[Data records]
__________

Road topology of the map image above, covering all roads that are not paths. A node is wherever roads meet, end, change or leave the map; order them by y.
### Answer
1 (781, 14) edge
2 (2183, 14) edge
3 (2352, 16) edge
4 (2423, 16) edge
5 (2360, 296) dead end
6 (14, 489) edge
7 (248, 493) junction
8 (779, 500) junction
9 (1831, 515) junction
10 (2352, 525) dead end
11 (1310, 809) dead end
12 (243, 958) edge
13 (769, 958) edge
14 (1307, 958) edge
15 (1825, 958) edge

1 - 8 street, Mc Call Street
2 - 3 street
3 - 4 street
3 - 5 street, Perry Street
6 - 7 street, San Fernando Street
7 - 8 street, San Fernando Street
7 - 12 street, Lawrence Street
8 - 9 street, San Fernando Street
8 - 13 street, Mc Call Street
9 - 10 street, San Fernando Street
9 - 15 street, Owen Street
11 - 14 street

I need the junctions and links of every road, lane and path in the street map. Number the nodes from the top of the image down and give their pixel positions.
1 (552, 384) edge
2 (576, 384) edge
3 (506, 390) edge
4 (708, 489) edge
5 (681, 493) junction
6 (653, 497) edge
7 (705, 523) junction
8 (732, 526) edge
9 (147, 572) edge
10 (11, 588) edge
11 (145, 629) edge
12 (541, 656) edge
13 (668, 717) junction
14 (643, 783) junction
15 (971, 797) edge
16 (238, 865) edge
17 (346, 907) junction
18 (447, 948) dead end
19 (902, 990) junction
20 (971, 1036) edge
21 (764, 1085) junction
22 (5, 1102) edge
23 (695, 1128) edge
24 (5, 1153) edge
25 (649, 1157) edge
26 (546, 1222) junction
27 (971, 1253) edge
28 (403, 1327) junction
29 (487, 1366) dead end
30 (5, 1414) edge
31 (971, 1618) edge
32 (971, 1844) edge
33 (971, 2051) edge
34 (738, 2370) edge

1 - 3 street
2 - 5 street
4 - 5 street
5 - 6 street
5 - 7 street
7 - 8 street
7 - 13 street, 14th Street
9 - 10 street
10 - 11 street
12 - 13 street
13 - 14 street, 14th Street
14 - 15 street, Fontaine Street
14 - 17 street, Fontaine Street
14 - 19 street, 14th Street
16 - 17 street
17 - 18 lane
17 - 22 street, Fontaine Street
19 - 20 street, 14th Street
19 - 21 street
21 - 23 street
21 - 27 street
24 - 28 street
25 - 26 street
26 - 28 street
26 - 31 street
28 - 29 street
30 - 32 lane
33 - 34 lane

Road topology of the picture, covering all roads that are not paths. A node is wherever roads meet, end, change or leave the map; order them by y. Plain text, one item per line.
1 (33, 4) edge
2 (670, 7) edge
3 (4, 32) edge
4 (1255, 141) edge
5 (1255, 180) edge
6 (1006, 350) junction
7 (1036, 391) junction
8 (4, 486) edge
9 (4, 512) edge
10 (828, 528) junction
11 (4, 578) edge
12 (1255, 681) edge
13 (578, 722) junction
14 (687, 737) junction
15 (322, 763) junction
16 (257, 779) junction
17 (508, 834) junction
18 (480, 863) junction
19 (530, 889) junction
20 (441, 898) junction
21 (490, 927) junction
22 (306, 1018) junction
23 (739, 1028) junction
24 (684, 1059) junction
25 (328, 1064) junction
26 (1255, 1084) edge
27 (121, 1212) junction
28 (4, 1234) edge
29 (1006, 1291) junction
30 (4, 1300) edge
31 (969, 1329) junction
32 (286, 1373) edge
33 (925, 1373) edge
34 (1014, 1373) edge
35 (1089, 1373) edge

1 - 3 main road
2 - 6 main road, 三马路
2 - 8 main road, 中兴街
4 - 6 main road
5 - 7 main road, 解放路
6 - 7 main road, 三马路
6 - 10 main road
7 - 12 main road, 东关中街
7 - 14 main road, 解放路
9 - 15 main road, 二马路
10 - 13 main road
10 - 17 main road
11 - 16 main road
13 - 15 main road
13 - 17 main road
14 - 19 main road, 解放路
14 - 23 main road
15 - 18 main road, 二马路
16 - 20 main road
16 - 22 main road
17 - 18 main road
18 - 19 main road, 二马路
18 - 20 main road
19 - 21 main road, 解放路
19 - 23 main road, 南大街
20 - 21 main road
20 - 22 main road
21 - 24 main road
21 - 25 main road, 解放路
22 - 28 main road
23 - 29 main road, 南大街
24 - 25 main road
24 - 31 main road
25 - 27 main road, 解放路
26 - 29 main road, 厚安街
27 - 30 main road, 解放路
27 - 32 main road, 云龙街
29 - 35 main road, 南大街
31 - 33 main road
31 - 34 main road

__________

## [Directions for this task]
Write every entry out again, exactly as it stands.

## [Written solution]
Road topology of the map image above, covering all roads that are not paths. A node is wherever roads meet, end, change or leave the map; order them by y.
### Answer
1 (781, 14) edge
2 (2183, 14) edge
3 (2352, 16) edge
4 (2423, 16) edge
5 (2360, 296) dead end
6 (14, 489) edge
7 (248, 493) junction
8 (779, 500) junction
9 (1831, 515) junction
10 (2352, 525) dead end
11 (1310, 809) dead end
12 (243, 958) edge
13 (769, 958) edge
14 (1307, 958) edge
15 (1825, 958) edge

1 - 8 street, Mc Call Street
2 - 3 street
3 - 4 street
3 - 5 street, Perry Street
6 - 7 street, San Fernando Street
7 - 8 street, San Fernando Street
7 - 12 street, Lawrence Street
8 - 9 street, San Fernando Street
8 - 13 street, Mc Call Street
9 - 10 street, San Fernando Street
9 - 15 street, Owen Street
11 - 14 street

I need the junctions and links of every road, lane and path in the street map. Number the nodes from the top of the image down and give their pixel positions.
1 (552, 384) edge
2 (576, 384) edge
3 (506, 390) edge
4 (708, 489) edge
5 (681, 493) junction
6 (653, 497) edge
7 (705, 523) junction
8 (732, 526) edge
9 (147, 572) edge
10 (11, 588) edge
11 (145, 629) edge
12 (541, 656) edge
13 (668, 717) junction
14 (643, 783) junction
15 (971, 797) edge
16 (238, 865) edge
17 (346, 907) junction
18 (447, 948) dead end
19 (902, 990) junction
20 (971, 1036) edge
21 (764, 1085) junction
22 (5, 1102) edge
23 (695, 1128) edge
24 (5, 1153) edge
25 (649, 1157) edge
26 (546, 1222) junction
27 (971, 1253) edge
28 (403, 1327) junction
29 (487, 1366) dead end
30 (5, 1414) edge
31 (971, 1618) edge
32 (971, 1844) edge
33 (971, 2051) edge
34 (738, 2370) edge

1 - 3 street
2 - 5 street
4 - 5 street
5 - 6 street
5 - 7 street
7 - 8 street
7 - 13 street, 14th Street
9 - 10 street
10 - 11 street
12 - 13 street
13 - 14 street, 14th Street
14 - 15 street, Fontaine Street
14 - 17 street, Fontaine Street
14 - 19 street, 14th Street
16 - 17 street
17 - 18 lane
17 - 22 street, Fontaine Street
19 - 20 street, 14th Street
19 - 21 street
21 - 23 street
21 - 27 street
24 - 28 street
25 - 26 street
26 - 28 street
26 - 31 street
28 - 29 street
30 - 32 lane
33 - 34 lane

Road topology of the picture, covering all roads that are not paths. A node is wherever roads meet, end, change or leave the map; order them by y. Plain text, one item per line.
1 (33, 4) edge
2 (670, 7) edge
3 (4, 32) edge
4 (1255, 141) edge
5 (1255, 180) edge
6 (1006, 350) junction
7 (1036, 391) junction
8 (4, 486) edge
9 (4, 512) edge
10 (828, 528) junction
11 (4, 578) edge
12 (1255, 681) edge
13 (578, 722) junction
14 (687, 737) junction
15 (322, 763) junction
16 (257, 779) junction
17 (508, 834) junction
18 (480, 863) junction
19 (530, 889) junction
20 (441, 898) junction
21 (490, 927) junction
22 (306, 1018) junction
23 (739, 1028) junction
24 (684, 1059) junction
25 (328, 1064) junction
26 (1255, 1084) edge
27 (121, 1212) junction
28 (4, 1234) edge
29 (1006, 1291) junction
30 (4, 1300) edge
31 (969, 1329) junction
32 (286, 1373) edge
33 (925, 1373) edge
34 (1014, 1373) edge
35 (1089, 1373) edge

1 - 3 main road
2 - 6 main road, 三马路
2 - 8 main road, 中兴街
4 - 6 main road
5 - 7 main road, 解放路
6 - 7 main road, 三马路
6 - 10 main road
7 - 12 main road, 东关中街
7 - 14 main road, 解放路
9 - 15 main road, 二马路
10 - 13 main road
10 - 17 main road
11 - 16 main road
13 - 15 main road
13 - 17 main road
14 - 19 main road, 解放路
14 - 23 main road
15 - 18 main road, 二马路
16 - 20 main road
16 - 22 main road
17 - 18 main road
18 - 19 main road, 二马路
18 - 20 main road
19 - 21 main road, 解放路
19 - 23 main road, 南大街
20 - 21 main road
20 - 22 main road
21 - 24 main road
21 - 25 main road, 解放路
22 - 28 main road
23 - 29 main road, 南大街
24 - 25 main road
24 - 31 main road
25 - 27 main road, 解放路
26 - 29 main road, 厚安街
27 - 30 main road, 解放路
27 - 32 main road, 云龙街
29 - 35 main road, 南大街
31 - 33 main road
31 - 34 main road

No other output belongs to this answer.